Murray took the head role for one game, at Seton Hall, after Hurley and Young each tested positive for COVID and couldn’t travel. He and Moore coached the Huskies to a lead of as many as 17 points in the first half, but the execution tailed off in the second and UConn ended up dropping that one after a missed rebound at the buzzer.

Moore was the first head coach Murray, 38, worked under as the director of basketball operations at Quinnipiac. Murray made two stops before uniting with Hurley for the first time at Wagner. He then spent two years at Towson and reunited with Hurley at Rhode Island for another two. After three years at Xavier and three at Louisville, Hurley and Murray have joined forces for a third time.

Moore, 57, was head coach at Quinnipiac for a decade after serving 13 years as one of Jim Calhoun’s UConn assistants. When he left the Bobcats, Moore teamed up with Hurley at Rhode Island for a season and came back to Storrs with Hurley in 2018.

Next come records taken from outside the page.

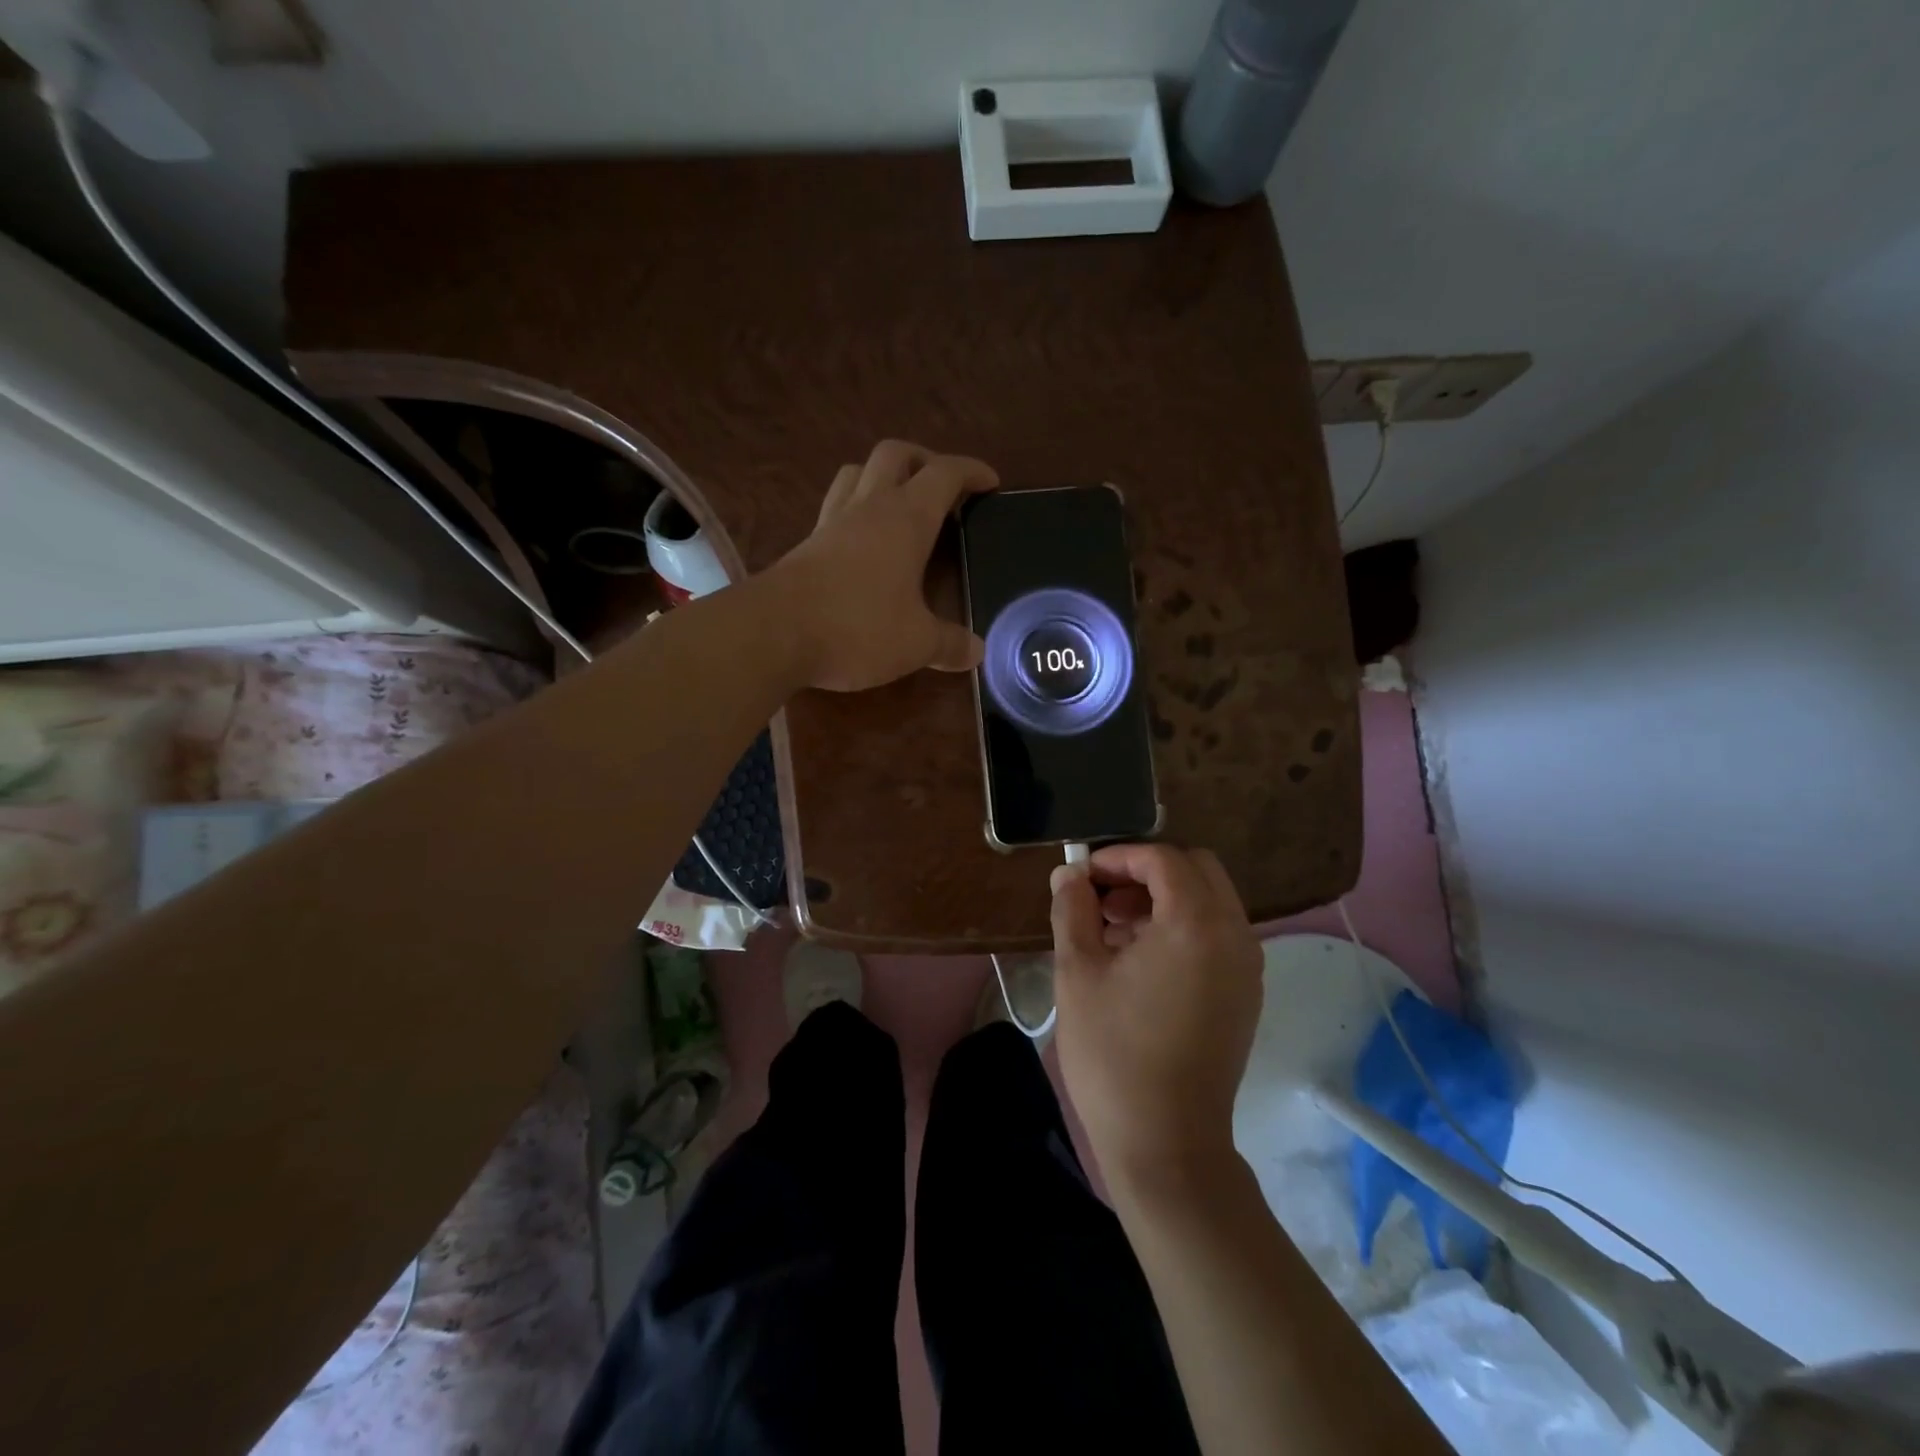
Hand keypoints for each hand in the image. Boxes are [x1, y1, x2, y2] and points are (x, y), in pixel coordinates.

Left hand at [763, 440, 998, 692]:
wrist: (773, 632)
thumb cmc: (857, 627)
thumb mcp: (916, 643)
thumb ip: (949, 645)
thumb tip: (976, 652)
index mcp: (906, 518)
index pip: (945, 474)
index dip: (971, 471)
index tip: (990, 482)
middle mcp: (869, 507)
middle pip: (896, 454)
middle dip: (925, 460)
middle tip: (943, 488)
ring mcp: (832, 521)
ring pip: (858, 472)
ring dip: (884, 476)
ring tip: (901, 504)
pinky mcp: (807, 543)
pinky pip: (836, 505)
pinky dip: (856, 508)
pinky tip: (863, 540)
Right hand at [1051, 843, 1263, 1182]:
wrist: (1166, 1144)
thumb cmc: (1113, 1053)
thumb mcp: (1078, 972)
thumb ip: (1073, 909)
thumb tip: (1070, 874)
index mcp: (1196, 924)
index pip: (1163, 859)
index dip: (1119, 856)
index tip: (1083, 876)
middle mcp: (1235, 936)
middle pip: (1197, 870)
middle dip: (1146, 871)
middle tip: (1102, 896)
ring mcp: (1247, 967)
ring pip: (1210, 901)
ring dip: (1164, 898)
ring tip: (1112, 929)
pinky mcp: (1246, 994)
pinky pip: (1218, 934)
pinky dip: (1182, 926)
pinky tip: (1140, 958)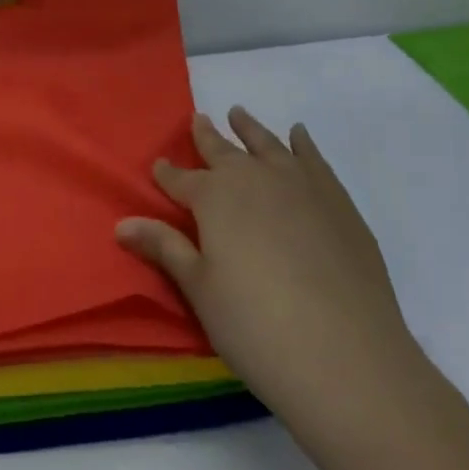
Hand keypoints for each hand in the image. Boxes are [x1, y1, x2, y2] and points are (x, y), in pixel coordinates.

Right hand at [116, 107, 421, 415]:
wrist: (346, 355)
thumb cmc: (256, 326)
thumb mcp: (200, 289)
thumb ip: (165, 248)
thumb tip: (122, 224)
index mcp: (215, 198)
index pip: (181, 180)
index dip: (167, 174)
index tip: (158, 165)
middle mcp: (255, 179)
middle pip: (224, 152)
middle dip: (207, 137)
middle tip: (198, 119)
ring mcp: (301, 186)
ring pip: (268, 145)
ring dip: (251, 130)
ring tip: (240, 114)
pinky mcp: (338, 203)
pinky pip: (314, 160)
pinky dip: (303, 144)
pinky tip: (299, 136)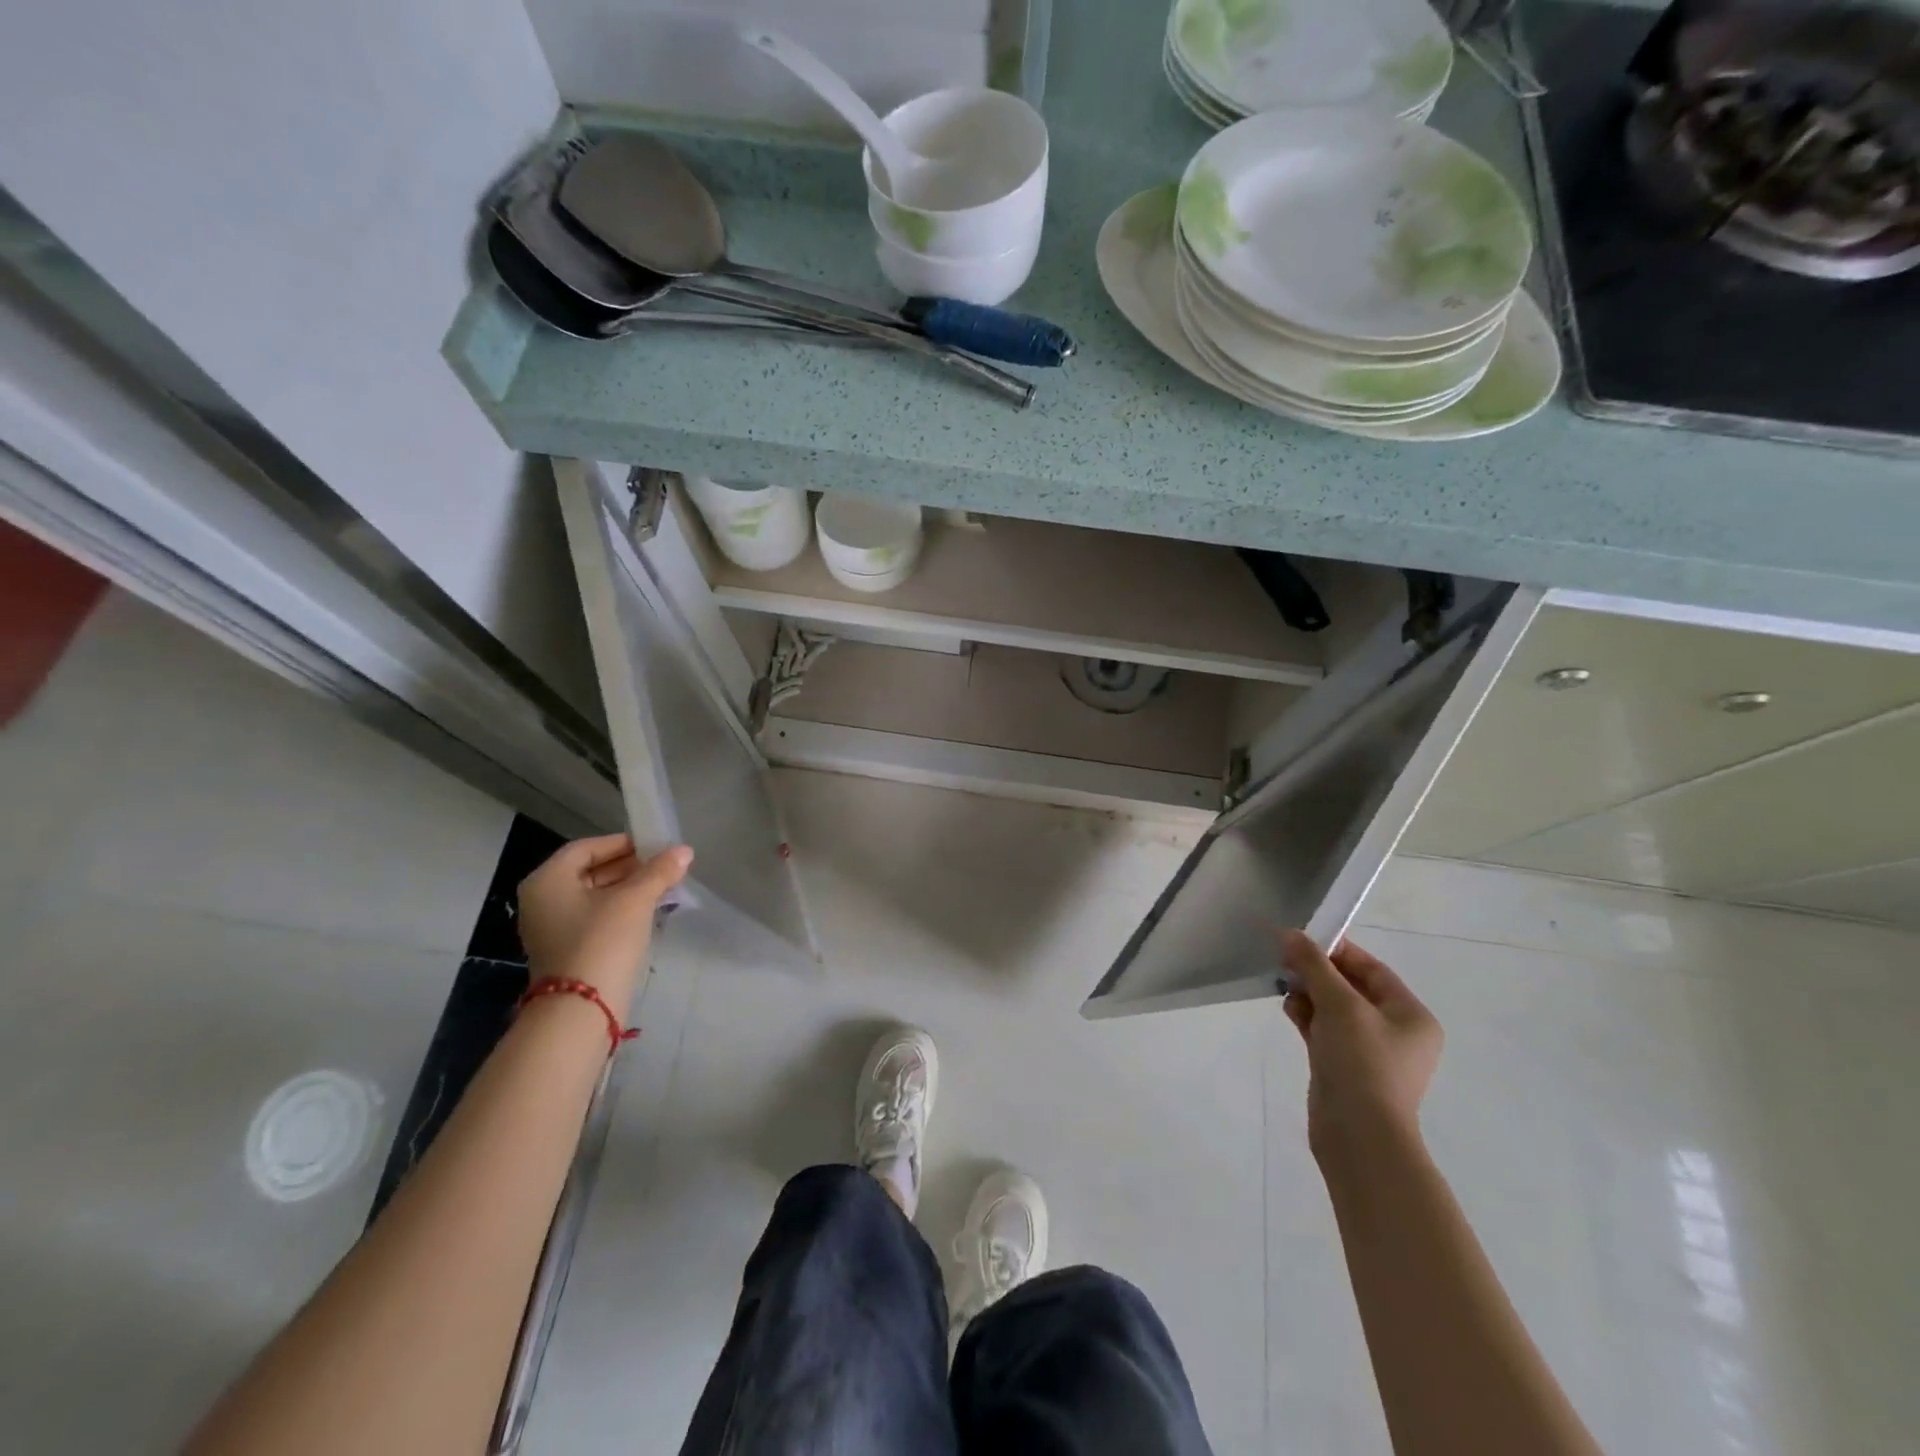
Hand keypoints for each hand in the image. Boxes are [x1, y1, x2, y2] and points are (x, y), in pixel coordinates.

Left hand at [517, 835, 691, 1015]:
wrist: (581, 1010)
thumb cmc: (602, 942)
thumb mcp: (634, 900)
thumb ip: (659, 871)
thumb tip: (684, 850)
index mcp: (548, 881)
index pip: (586, 848)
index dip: (622, 843)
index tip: (655, 845)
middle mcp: (543, 900)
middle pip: (589, 871)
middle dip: (628, 866)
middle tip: (664, 865)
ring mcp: (552, 928)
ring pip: (594, 896)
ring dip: (628, 888)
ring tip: (664, 885)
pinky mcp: (567, 950)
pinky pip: (595, 918)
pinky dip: (620, 910)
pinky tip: (649, 910)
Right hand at [1281, 930, 1442, 1162]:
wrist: (1359, 1135)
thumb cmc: (1361, 1063)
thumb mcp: (1339, 1005)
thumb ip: (1314, 966)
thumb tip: (1291, 934)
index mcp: (1411, 1016)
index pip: (1373, 970)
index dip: (1337, 951)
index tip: (1301, 941)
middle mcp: (1397, 1033)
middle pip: (1352, 988)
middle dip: (1318, 974)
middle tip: (1285, 961)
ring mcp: (1371, 1053)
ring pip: (1335, 1010)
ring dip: (1309, 995)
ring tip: (1284, 986)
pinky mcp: (1346, 1069)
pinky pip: (1326, 1032)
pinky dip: (1308, 1018)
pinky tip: (1289, 1009)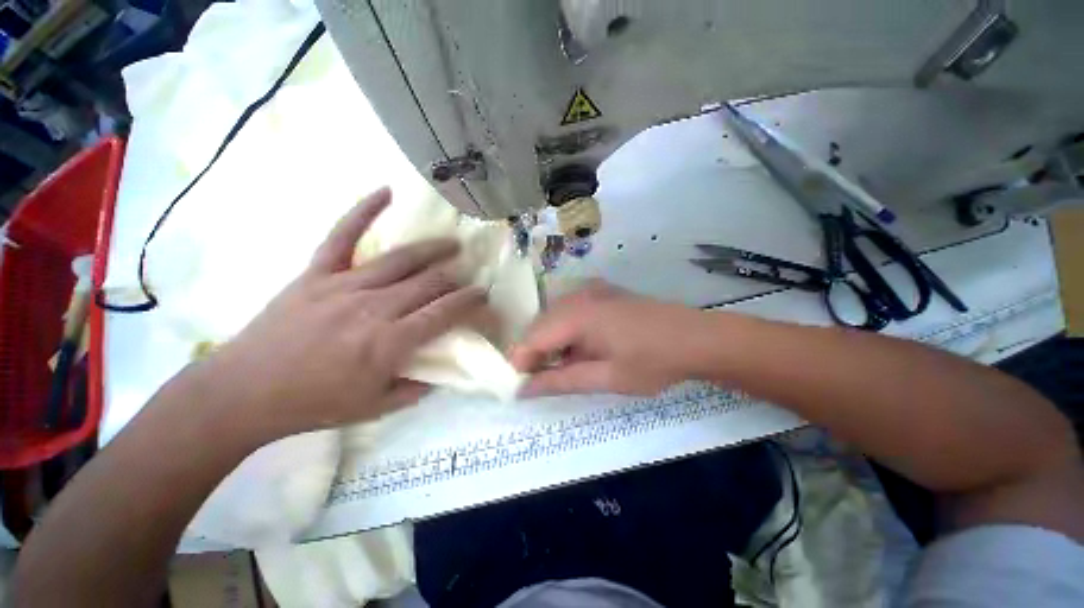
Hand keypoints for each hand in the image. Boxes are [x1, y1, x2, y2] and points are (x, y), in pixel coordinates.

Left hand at [199, 187, 485, 439]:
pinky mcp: (317, 271)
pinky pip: (344, 233)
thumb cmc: (313, 404)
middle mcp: (373, 307)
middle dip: (454, 277)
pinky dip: (365, 209)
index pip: (443, 315)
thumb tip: (437, 375)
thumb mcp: (369, 410)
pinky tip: (386, 191)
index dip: (470, 304)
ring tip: (451, 243)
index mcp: (388, 344)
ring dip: (430, 249)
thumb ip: (409, 391)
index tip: (484, 299)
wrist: (256, 386)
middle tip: (468, 274)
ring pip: (398, 258)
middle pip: (426, 282)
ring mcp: (344, 283)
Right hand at [511, 281, 704, 396]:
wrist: (698, 339)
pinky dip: (569, 334)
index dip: (521, 363)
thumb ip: (561, 382)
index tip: (520, 388)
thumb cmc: (654, 362)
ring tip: (563, 373)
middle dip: (535, 354)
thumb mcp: (607, 378)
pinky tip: (582, 354)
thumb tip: (524, 390)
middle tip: (540, 385)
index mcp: (577, 314)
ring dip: (552, 344)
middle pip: (541, 324)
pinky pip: (574, 312)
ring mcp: (595, 291)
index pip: (532, 337)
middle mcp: (580, 295)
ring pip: (556, 318)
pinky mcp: (608, 294)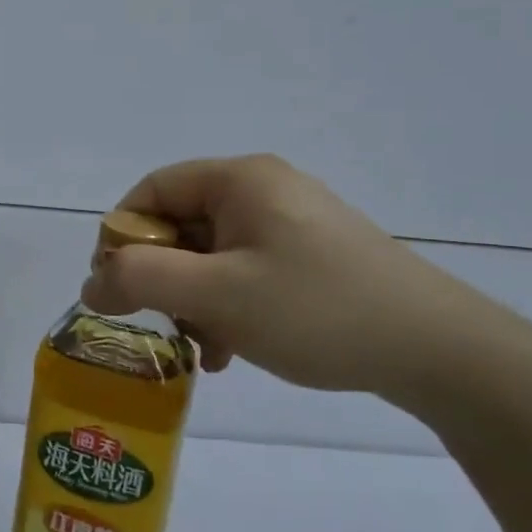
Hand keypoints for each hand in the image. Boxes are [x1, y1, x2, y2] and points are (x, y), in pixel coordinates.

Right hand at [81, 154, 521, 398]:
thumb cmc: (318, 310)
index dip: (122, 236)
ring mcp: (290, 223)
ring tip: (204, 347)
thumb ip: (141, 281)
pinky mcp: (311, 256)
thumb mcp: (218, 295)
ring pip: (210, 254)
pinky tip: (232, 350)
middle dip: (162, 278)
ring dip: (193, 300)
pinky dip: (226, 306)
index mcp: (240, 179)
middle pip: (181, 224)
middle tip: (162, 324)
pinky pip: (244, 271)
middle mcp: (263, 190)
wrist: (440, 351)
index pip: (152, 190)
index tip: (115, 287)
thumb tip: (90, 283)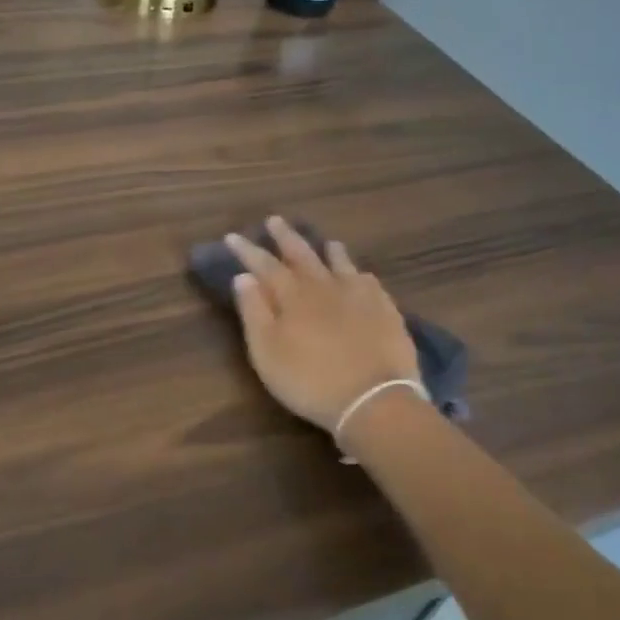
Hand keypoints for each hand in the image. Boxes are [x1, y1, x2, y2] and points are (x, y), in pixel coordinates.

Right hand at [228, 218, 420, 433]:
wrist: (374, 399)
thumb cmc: (310, 380)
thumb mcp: (267, 352)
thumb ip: (254, 312)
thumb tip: (243, 277)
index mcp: (293, 296)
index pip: (264, 265)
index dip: (248, 250)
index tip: (233, 236)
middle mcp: (324, 286)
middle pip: (302, 254)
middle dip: (286, 237)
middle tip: (275, 220)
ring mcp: (359, 296)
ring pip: (340, 263)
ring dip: (329, 250)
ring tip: (326, 242)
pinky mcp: (386, 310)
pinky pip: (370, 283)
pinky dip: (360, 274)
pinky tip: (362, 276)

Young earned his associate head coach title in 2020 and is in his fifth season at UConn. In addition to great community work around New York City, where he grew up in Queens, Young was an assistant under Richard Pitino, son of new St. John’s head coach Rick, for a year at Florida International and another five at Minnesota before coming to UConn.

“Coach Kimani, since he’s the guard coach, he pulls me to the side all the time telling me what I should be doing better, attack more. Coach Tom, he’s gonna motivate me on the side when he sees I’m getting a little down,” said Newton, who joined the program this season as a junior. “So both of them, they’ve done a great job of helping me. Helping me learn a lot.”

Hurley’s star trio has its work cut out for it in preparing for Miami, a team that presents unlike any they’ve played this season. The Hurricanes have a small, quick lineup with the fifth-best offense in the nation by KenPom and are headed by a potential future Hall of Famer in head coach Jim Larranaga.

But UConn is confident in what got it to this point.

“We’ve got one of, if not the best coaching staff in the country,” said Donovan Clingan, the 7-foot-2 freshman from Bristol who was a No. 1 priority for the coaches coming out of high school. “They do an amazing job with the scouts which has prepared us in the best way possible for the games and, you know, they’re great.”